Gather every line from the entries below that includes "野ヶ谷通り".

[Opening Exercise inputs section]

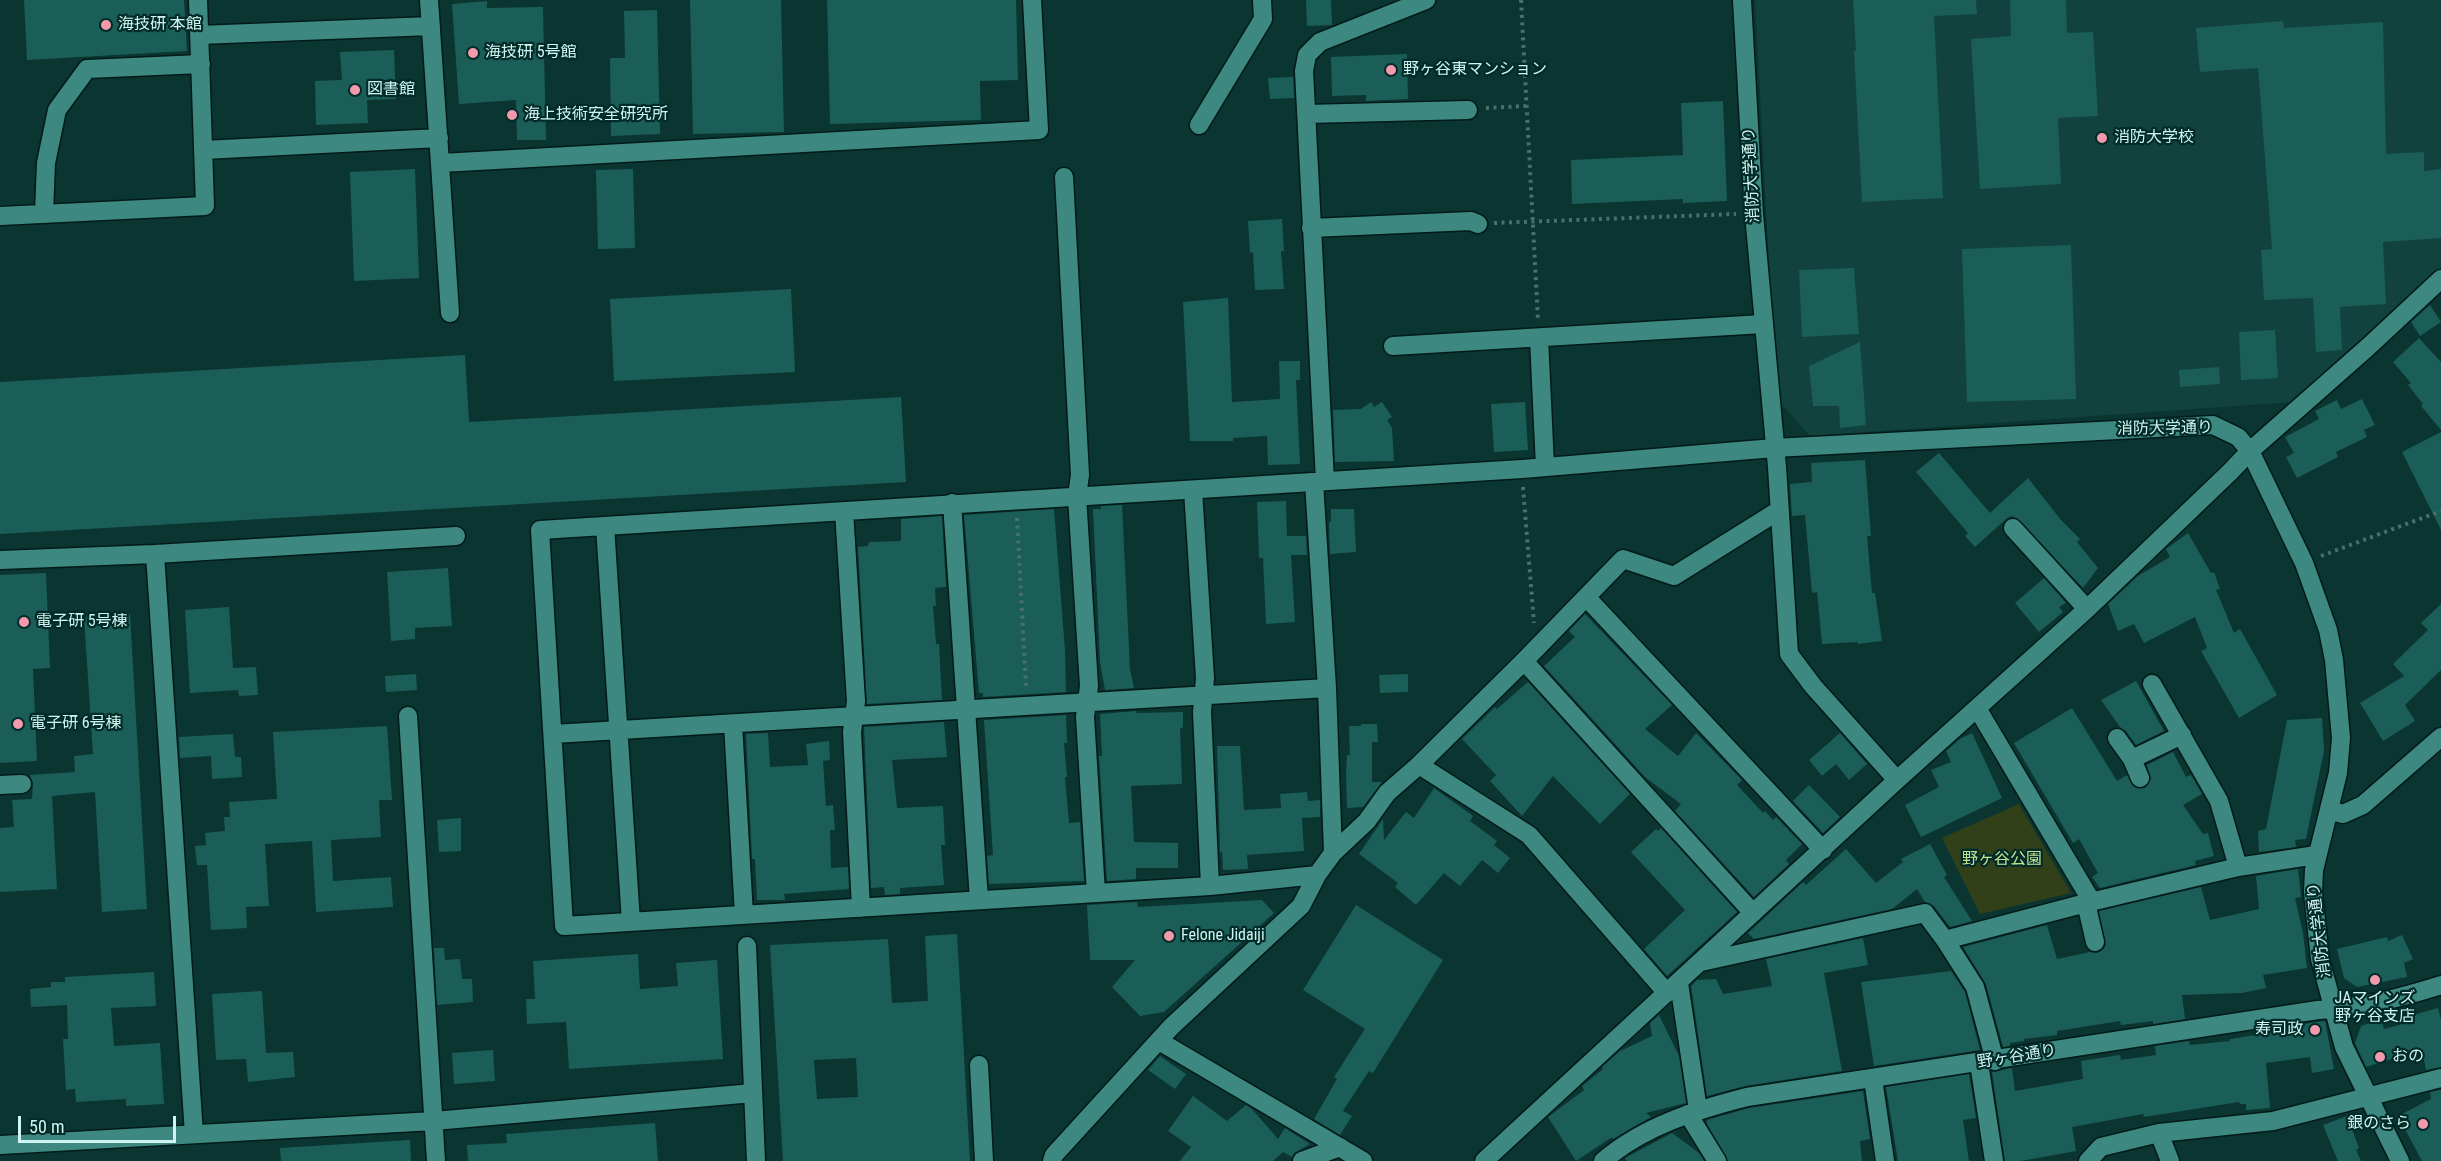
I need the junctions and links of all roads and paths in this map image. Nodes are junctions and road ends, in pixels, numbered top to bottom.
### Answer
1 (198, 0) edge
2 (429, 0) edge
3 (1032, 0) edge
4 (1262, 0) edge
5 (1426, 0) edge
6 (1521, 0) edge
7 (1742, 0) edge
8 (431, 26) junction
9 (199, 34) junction
10 (201, 64) junction
11 (1526, 106) junction
12 (1468, 110) joint
13 (1306, 114) junction
14 (1199, 125) dead end
15 (439, 138) junction
16 (204, 150) junction
17 (441, 163) junction
18 (1064, 177) dead end
19 (44, 213) junction
20 (1754, 214) junction
21 (0, 216) edge
22 (1532, 221) junction
23 (1478, 224) joint
24 (1311, 228) junction
25 (2441, 279) edge
26 (450, 312) dead end
27 (1763, 324) junction
28 (1539, 338) junction
29 (1393, 346) dead end
30 (1774, 448) junction
31 (2250, 451) junction
32 (1545, 467) junction
33 (1522, 469) junction
34 (1320, 481) junction
35 (1193, 490) junction
36 (1077, 496) junction
37 (1016, 500) junction
38 (952, 503) junction
39 (844, 511) junction
40 (1778, 511) junction
41 (2441, 511) edge
42 (605, 526) junction
43 (2013, 528) dead end
44 (456, 536) dead end
45 (155, 554) junction
46 (0, 560) edge
47 (2304, 563) junction
48 (1587, 598) junction
49 (2087, 609) junction
50 (1530, 654) junction
51 (2152, 684) dead end
52 (1327, 688) junction
53 (1204, 695) junction
54 (1087, 701) junction
55 (1027, 705) junction
56 (1977, 708) junction
57 (966, 710) junction
58 (408, 716) dead end
59 (854, 716) junction
60 (733, 724) junction
61 (619, 730) junction
62 (553, 734) junction
63 (2182, 735) junction
64 (2441, 737) edge
65 (2117, 738) dead end
66 (2132, 759) junction
67 (1419, 765) junction
68 (2140, 778) dead end
69 (1897, 780) junction
70 (22, 784) dead end
71 (0, 785) edge
72 (2336, 812) junction
73 (1823, 850) junction
74 (1333, 853) junction
75 (2316, 855) junction
76 (2238, 867) junction
77 (1317, 875) junction
78 (1210, 886) junction
79 (1096, 893) junction
80 (979, 900) junction
81 (2089, 902) junction
82 (861, 908) junction
83 (1754, 913) junction
84 (744, 915) junction
85 (631, 922) junction
86 (1945, 940) junction
87 (2095, 942) dead end
88 (747, 946) dead end
89 (1700, 962) junction
90 (2441, 985) edge
91 (1673, 988) junction
92 (2332, 1009) junction
93 (1159, 1041) junction
94 (1987, 1062) junction
95 (979, 1065) dead end
96 (2441, 1078) edge
97 (1873, 1079) junction
98 (753, 1093) junction
99 (2367, 1096) junction
100 (1693, 1112) junction
101 (434, 1121) junction
102 (2159, 1133) junction
103 (194, 1134) junction
104 (0, 1145) edge
105 (1340, 1147) junction
106 (1057, 1159) edge
107 (436, 1161) edge
108 (756, 1161) edge
109 (984, 1161) edge
110 (1302, 1161) edge
111 (1363, 1161) edge
112 (1484, 1161) edge
113 (1604, 1161) edge
114 (1716, 1161) edge
115 (1885, 1161) edge
116 (1994, 1161) edge
117 (2088, 1161) edge
118 (2170, 1161) edge
119 (2400, 1161) edge

1 - 9 street
2 - 8 street
3 - 17 street
4 - 14 street
5 - 13 street
6 - 11 path
7 - 20 street, 消防大学通り
8 - 9 street
8 - 15 street
9 - 10 street
10 - 16 street
10 - 19 street
11 - 12 path
11 - 22 path
12 - 13 street
13 - 24 street
15 - 16 street
15 - 17 street
16 - 19 street
17 - 26 street
18 - 36 street
19 - 21 street
20 - 22 path
20 - 27 street, 消防大学通り
22 - 23 path
22 - 28 path
23 - 24 street
24 - 34 street
25 - 31 street
27 - 28 street
27 - 30 street, 消防大学通り
28 - 29 street
28 - 32 street
30 - 31 street, 消防大学通り
30 - 32 street
30 - 40 street
31 - 47 street, 消防大学通り
31 - 49 street
32 - 33 street
33 - 34 street
33 - 50 path
34 - 35 street
34 - 52 street
35 - 36 street
35 - 53 street
36 - 37 street
36 - 54 street
37 - 38 street
37 - 55 path
38 - 39 street
38 - 57 street
39 - 42 street
39 - 59 street
40 - 48 street
40 - 69 street
41 - 47 path
42 - 61 street
42 - 62 street
43 - 49 street
44 - 45 street
45 - 46 street
45 - 103 street
47 - 72 street, 消防大学通り
48 - 50 street
48 - 73 street
49 - 56 street
50 - 67 street
50 - 83 street
51 - 63 street
52 - 53 street
52 - 74 street
53 - 54 street
53 - 78 street
54 - 55 street
54 - 79 street
55 - 57 street
56 - 69 street
56 - 81 street
57 - 59 street
57 - 80 street
58 - 101 street
59 - 60 street
59 - 82 street
60 - 61 street
60 - 84 street
61 - 62 street
61 - 85 street
62 - 85 street
63 - 66 street
63 - 76 street
64 - 72 street
65 - 66 street
66 - 68 street
67 - 74 street
67 - 91 street
69 - 73 street
70 - 71 street
72 - 75 street, 消防大学通り
73 - 83 street
74 - 77 street
75 - 76 street
75 - 92 street, 消防大学通り
76 - 81 street
77 - 78 street
77 - 93 street
78 - 79 street
79 - 80 street
80 - 82 street
81 - 86 street
81 - 87 street
82 - 84 street
83 - 89 street
84 - 85 street
86 - 89 street
86 - 94 street
88 - 98 street
89 - 91 street
90 - 92 street, 野ヶ谷通り
91 - 100 street
91 - 112 street
92 - 94 street, 野ヶ谷通り
92 - 99 street, 消防大学通り
93 - 105 street
93 - 106 street
94 - 97 street, 野ヶ谷通り
94 - 116 street
95 - 109 street
96 - 99 street
97 - 100 street, 野ヶ谷通り
97 - 115 street
98 - 101 street
98 - 108 street
99 - 102 street
99 - 119 street, 消防大学通り
100 - 113 street, 野ヶ谷通り
100 - 114 street
101 - 103 street
101 - 107 street
102 - 117 street
102 - 118 street
103 - 104 street
105 - 110 street
105 - 111 street

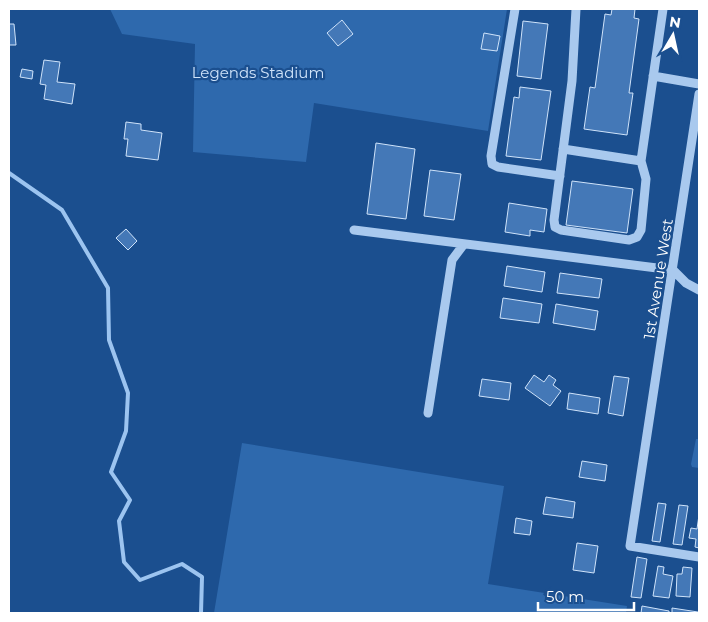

[Closing Exercise inputs section]

Exercise solution |
90 - 92 street, 野ヶ谷通り
92 - 94 street, 野ヶ谷通り
94 - 97 street, 野ヶ谷通り
97 - 100 street, 野ヶ谷通り
100 - 113 street, 野ヶ谷通り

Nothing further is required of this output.